# Aetherya authentication

Aetherya is an auth.md service for external agents acting on behalf of a signed-in human. Discovery comes first; legacy API keys remain available for existing integrations.

## Discover

- Protected resource metadata: `/.well-known/oauth-protected-resource`
- Authorization server metadata: `/.well-known/oauth-authorization-server`
- JSON Web Key Set: `/.well-known/jwks.json`
- Registration: `POST /agent/identity`
- Token exchange and claim polling: `POST /oauth2/token`
- Revocation: `POST /oauth2/revoke`

When an API request needs authentication, follow the `resource_metadata` URL in the `WWW-Authenticate` header. Do not guess or hard-code a different issuer.

## Register

For a verified human email, send a `service_auth` registration with a normalized `login_hint`. For a headless first run, send `anonymous`. The service returns a short-lived claim secret and, where required, a verification URL. Never log or forward claim tokens, attempt tokens, or user codes.

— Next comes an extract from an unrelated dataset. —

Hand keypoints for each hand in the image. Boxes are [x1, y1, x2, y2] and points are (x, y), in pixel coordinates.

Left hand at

Open the verification URL in a human browser. The user signs in with Aetherya's normal Clerk flow, reviews the exact organization/workspace and requested capabilities at `/claim`, and enters the six-digit code. Aetherya binds the registration to one user and workspace only after confirmation.

## Scopes

Phase 1 capability scopes are explicit and deny-by-default:

- `workspace.read`, `audiences.read`, `audits.read`, `usage.read`
- `surveys.read`, `posts.read`
- `audits.run`, `surveys.run`, `posts.run` (billable; rollout-gated)

Agent credentials cannot access admin, billing, organization membership, API-key management, approvals, connections, memory, internal employee-agent identity, or internal routes. Unknown routes are denied.

## Use and refresh

Exchange the service-signed `identity_assertion` at the discovered token endpoint using the JWT-bearer grant. Send the resulting short-lived `access_token` as `Authorization: Bearer <token>`. The token is bound to the approved workspace; do not override it with a different workspace header. Re-exchange the assertion to refresh. A refresh token is never issued.

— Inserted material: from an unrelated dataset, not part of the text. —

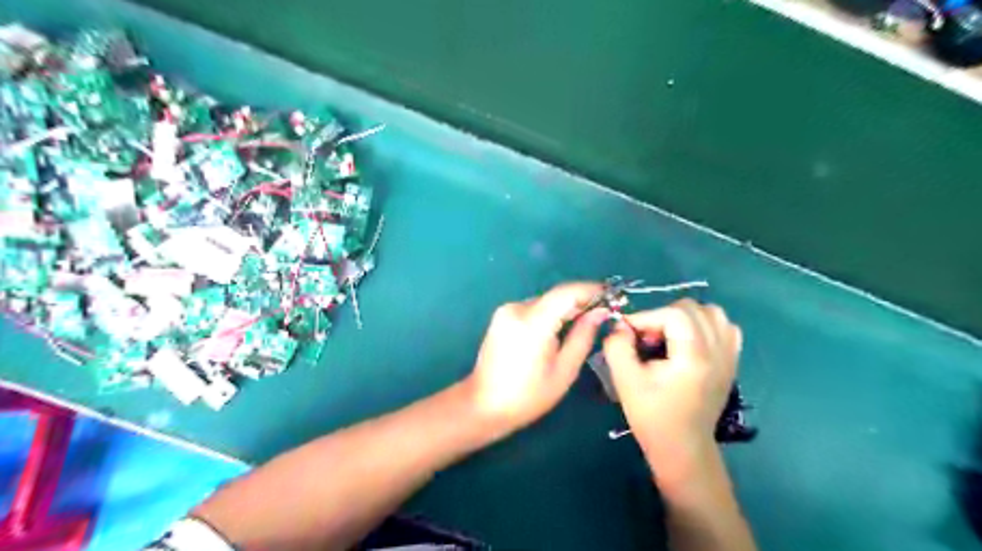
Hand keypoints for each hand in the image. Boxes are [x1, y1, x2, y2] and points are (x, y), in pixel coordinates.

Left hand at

Legacy `aeth_live_` API keys continue to work for existing clients and may require `x-aetherya-workspace-id`. Prefer delegated auth for new agent integrations.

## Revoke and errors

Revoke an individual access token with RFC 7009 `POST /oauth2/revoke`. A human can revoke the whole registration from Settings → API & agent access; revocation takes effect on the next request. Treat `401` as a signal to rediscover metadata and restart the claim flow when the assertion is expired or revoked. Respect `Retry-After` and `slow_down` responses while polling.